» WORK TO COMPLETE
Produce a copy of every line in the records that holds the string "Clifton".

» PROVIDED ENTRIES
::::::

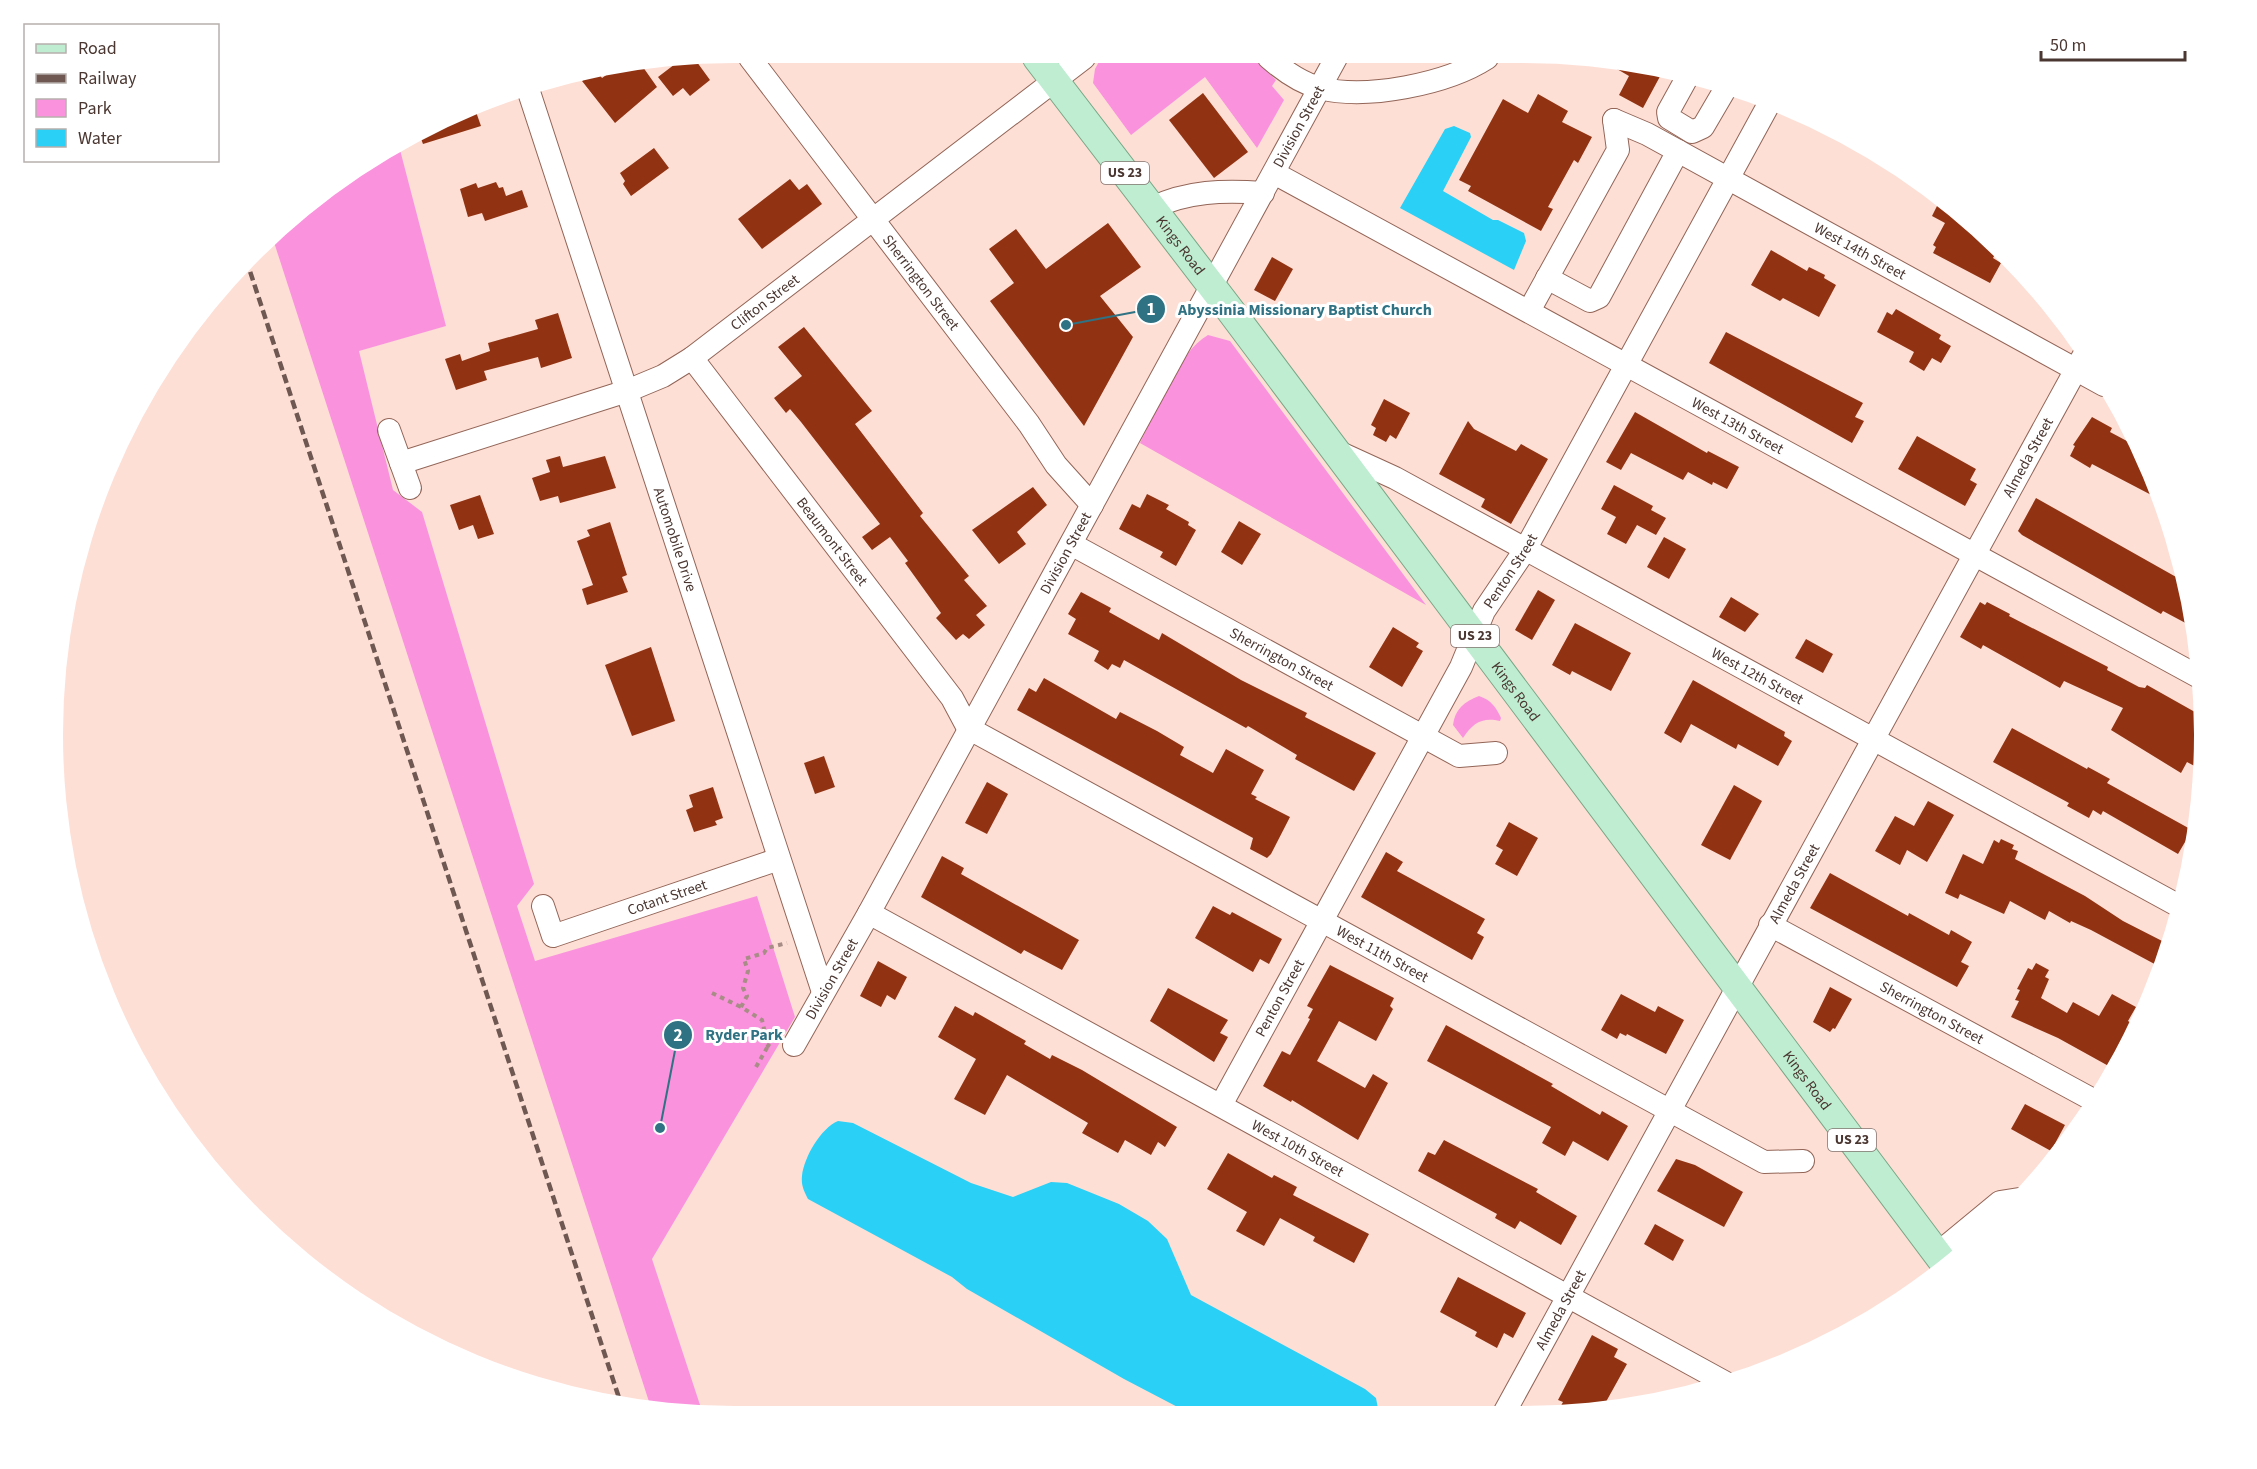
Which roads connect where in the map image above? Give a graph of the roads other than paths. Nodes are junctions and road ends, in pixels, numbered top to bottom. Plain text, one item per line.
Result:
1 (754, 63) edge
2 (1041, 63) edge
3 (1077, 63) edge
4 (1276, 63) edge
5 (1333, 63) edge
6 (1475, 63) edge
7 (1054, 81) junction
8 (1684, 83) edge
9 (1320, 88) junction
10 (1722, 94) edge
11 (529, 96) edge
12 (1766, 109) edge
13 (1678, 151) junction
14 (1274, 173) junction
15 (1728, 179) junction
16 (1263, 193) junction
17 (1152, 208) junction
18 (873, 219) junction
19 (1547, 278) junction
20 (1212, 287) junction
21 (1529, 311) junction
22 (692, 358) junction
23 (2080, 361) edge
24 (1627, 364) junction
25 (627, 391) junction
26 (389, 430) dead end
27 (1335, 450) junction
28 (401, 463) junction
29 (410, 488) dead end
30 (1092, 505) junction
31 (1071, 544) junction
32 (1525, 550) junction
33 (1974, 555) junction
34 (1474, 636) junction
35 (2191, 673) edge
36 (968, 728) junction
37 (1423, 736) junction
38 (1873, 739) junction
39 (1496, 753) dead end
40 (779, 859) junction
41 (2172, 902) edge
42 (543, 906) dead end
43 (869, 913) junction
44 (1323, 920) junction
45 (1770, 925) junction
46 (1736, 986) junction
47 (823, 992) junction
48 (786, 1037) road end
49 (2088, 1097) edge
50 (1221, 1106) junction
51 (1670, 1110) junction
52 (1803, 1161) dead end
53 (2004, 1201) edge
54 (1950, 1252) edge
55 (1941, 1259) edge
56 (1568, 1297) junction
57 (1715, 1377) edge
58 (1508, 1406) edge

1 - 18 street, Sherrington Street
2 - 7 main road, Kings Road / US 23
3 - 7 street, Clifton Street
4 - 9 street
5 - 9 street, Division Street
6 - 9 street
7 - 17 main road, Kings Road / US 23
7 - 18 street, Clifton Street
8 - 10 street
9 - 14 street, Division Street
11 - 25 street, Automobile Drive
12 - 15 street, Penton Street
13 - 15 street, West 14th Street
13 - 19 street
13 - 19 street, West 14th Street
14 - 16 street, Division Street
14 - 21 street, West 13th Street
15 - 23 street, West 14th Street
15 - 24 street, Penton Street
16 - 17 street
16 - 20 street, Division Street
17 - 20 main road, Kings Road / US 23
18 - 22 street, Clifton Street
18 - 30 street, Sherrington Street
19 - 21 street
20 - 27 main road, Kings Road / US 23
20 - 30 street, Division Street
21 - 24 street, West 13th Street
22 - 25 street, Clifton Street
22 - 36 street, Beaumont Street
23 - 33 street, Almeda Street
24 - 32 street, Penton Street
24 - 33 street, West 13th Street
25 - 28 street, Clifton Street
25 - 40 street, Automobile Drive
26 - 28 street
27 - 32 street, West 12th Street
27 - 34 main road, Kings Road / US 23
28 - 29 street
30 - 31 street, Division Street
31 - 36 street, Division Street
31 - 37 street, Sherrington Street
32 - 34 street, Penton Street
32 - 38 street, West 12th Street
33 - 35 street, West 13th Street
33 - 38 street, Almeda Street
34 - 37 street, Penton Street
34 - 46 main road, Kings Road / US 23
36 - 43 street, Division Street
36 - 44 street, West 11th Street
37 - 39 street, Sherrington Street
37 - 44 street, Penton Street
38 - 41 street, West 12th Street
38 - 45 street, Almeda Street
40 - 42 street, Cotant Street
40 - 47 street, Automobile Drive
43 - 47 street, Division Street
43 - 50 street, West 10th Street
44 - 50 street, Penton Street
44 - 51 street, West 11th Street
45 - 46 street, Almeda Street
45 - 49 street, Sherrington Street
46 - 51 street, Almeda Street
46 - 55 main road, Kings Road / US 23
47 - 48 street, Division Street
50 - 56 street, West 10th Street
51 - 52 street, West 11th Street
51 - 56 street, Almeda Street
53 - 54 street
56 - 57 street, West 10th Street
56 - 58 street, Almeda Street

::::::

» SOLVED EXERCISE
3 - 7 street, Clifton Street
7 - 18 street, Clifton Street
18 - 22 street, Clifton Street
22 - 25 street, Clifton Street
25 - 28 street, Clifton Street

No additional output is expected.